Problem details — Report the tally of lines in the material below that have the string "Timberwood", with no other output.

Supplied material —
※

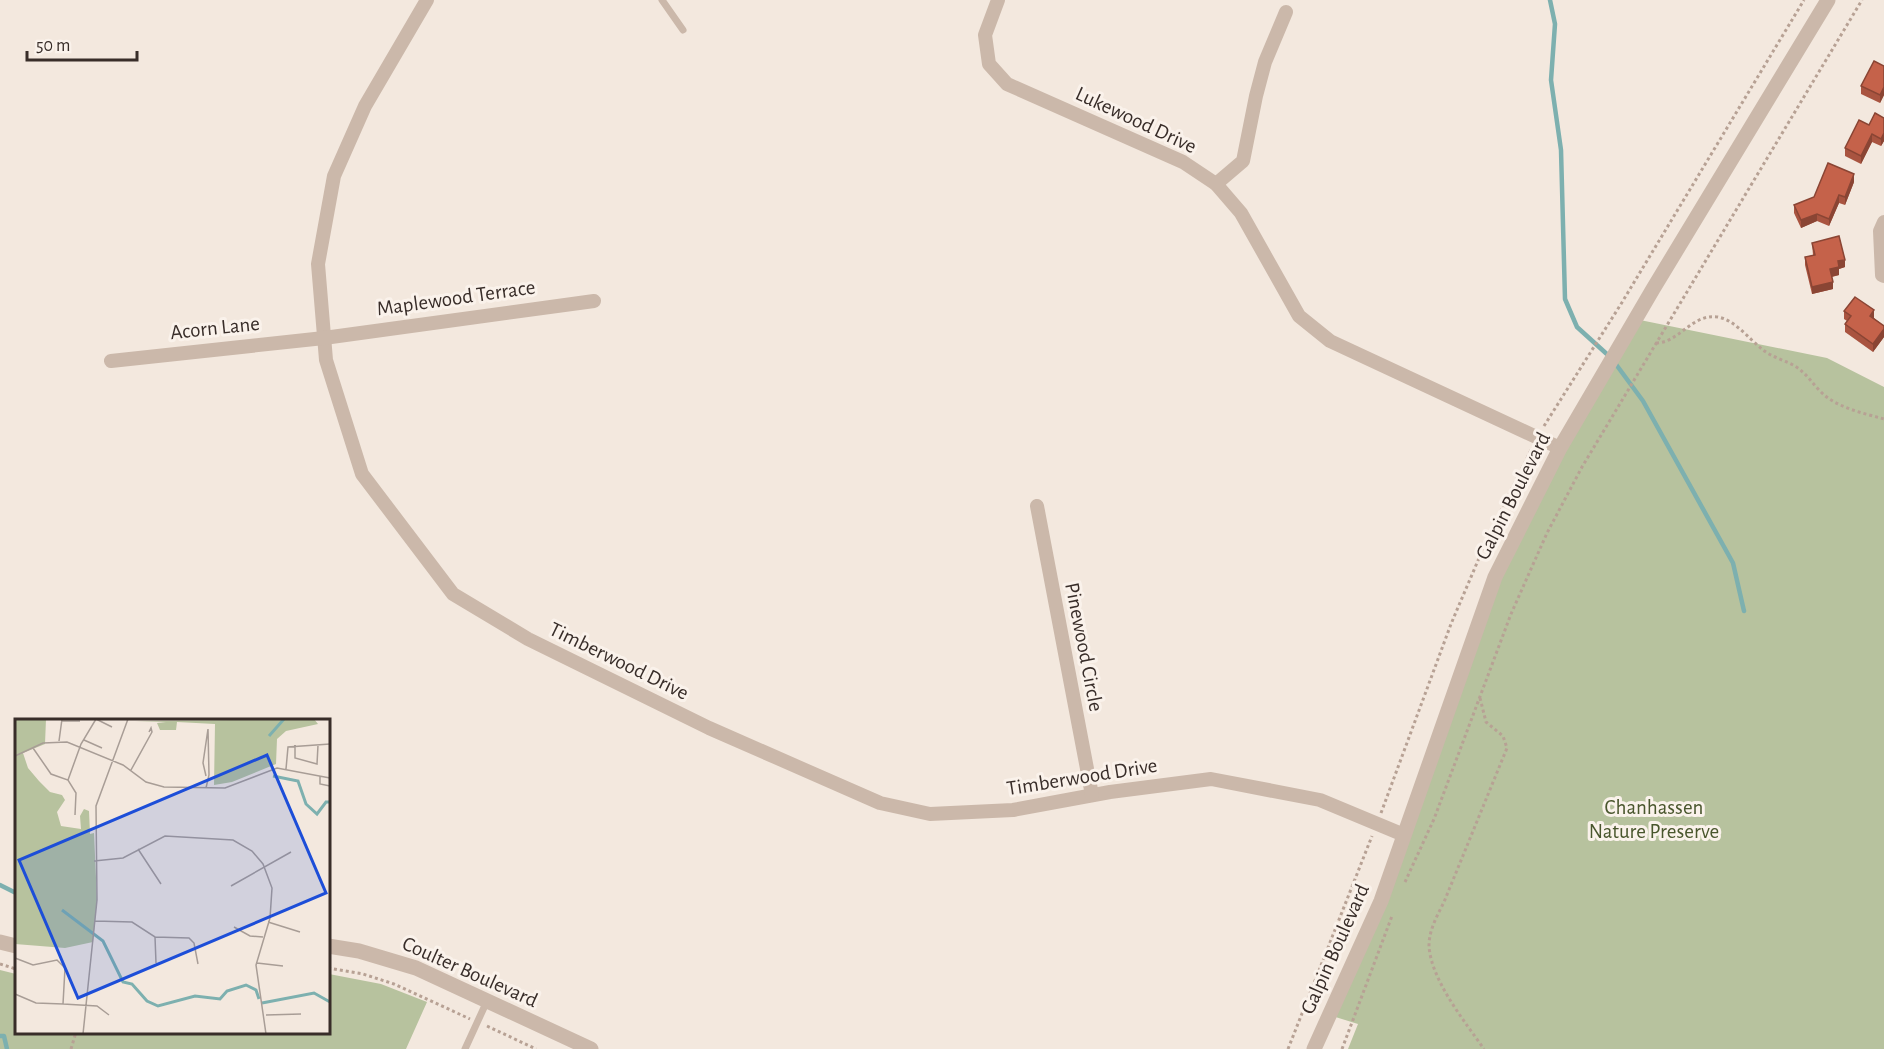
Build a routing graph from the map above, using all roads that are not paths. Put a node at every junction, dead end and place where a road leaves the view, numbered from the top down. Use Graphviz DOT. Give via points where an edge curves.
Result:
graph roads {
  1 [pos="427,0"];
  2 [pos="662,0"];
  3 [pos="998,0"];
  4 [pos="1828,0"];
  5 [pos="1286,12"];
  6 [pos="682,30"];
  7 [pos="1216,184"];
  8 [pos="1884,222"];
  9 [pos="1884,276"];
  10 [pos="594,301"];
  11 [pos="324,338"];
  12 [pos="111,361"];
  13 [pos="1560,448"];
  14 [pos="1036,506"];
  15 [pos="1092,795"];
  16 [pos="1404,835"];
  17 [pos="0,942"];
  18 [pos="15,946"];
  19 [pos="330,946"];
  20 [pos="487,1001"];
  21 [pos="465,1049"];
  22 [pos="591,1049"];
  23 [pos="1314,1049"];
  1 -- 11 [label="street, Timberwood Drive" via="365,106 334,176 318,264"];
  2 -- 6 [label="lane"];
  3 -- 7 [label="street, Lukewood Drive" via="986,35 989,64 1007,84 1183,162"];
  4 -- 13 [label="street, Galpin Boulevard"];
  5 -- 7 [label="street" via="1265,62 1243,161"];
  7 -- 13 [label="street, Lukewood Drive" via="1241,213 1299,316 1330,341"];
  8 -- 9 [label="street" via="1880,231"];
  10 -- 11 [label="street, Maplewood Terrace"];
  11 -- 12 [label="street, Acorn Lane"];
  11 -- 15 [label="street, Timberwood Drive" via="326,360 362,474 453,594 528,639 708,728 880,803 930,814 1012,810"];
  13 -- 16 [label="street, Galpin Boulevard" via="1495,577"];
  14 -- 15 [label="street, Pinewood Circle"];
  15 -- 16 [label="street, Timberwood Drive" via="1211,779 1320,800"];
  16 -- 23 [label="street, Galpin Boulevard" via="1380,901"];
  17 -- 18 [label="street"];
  19 -- 20 [label="street, Coulter Boulevard" via="391,959"];
  20 -- 21 [label="lane"];
  20 -- 22 [label="street, Coulter Boulevard"];
}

※

Answer space — 3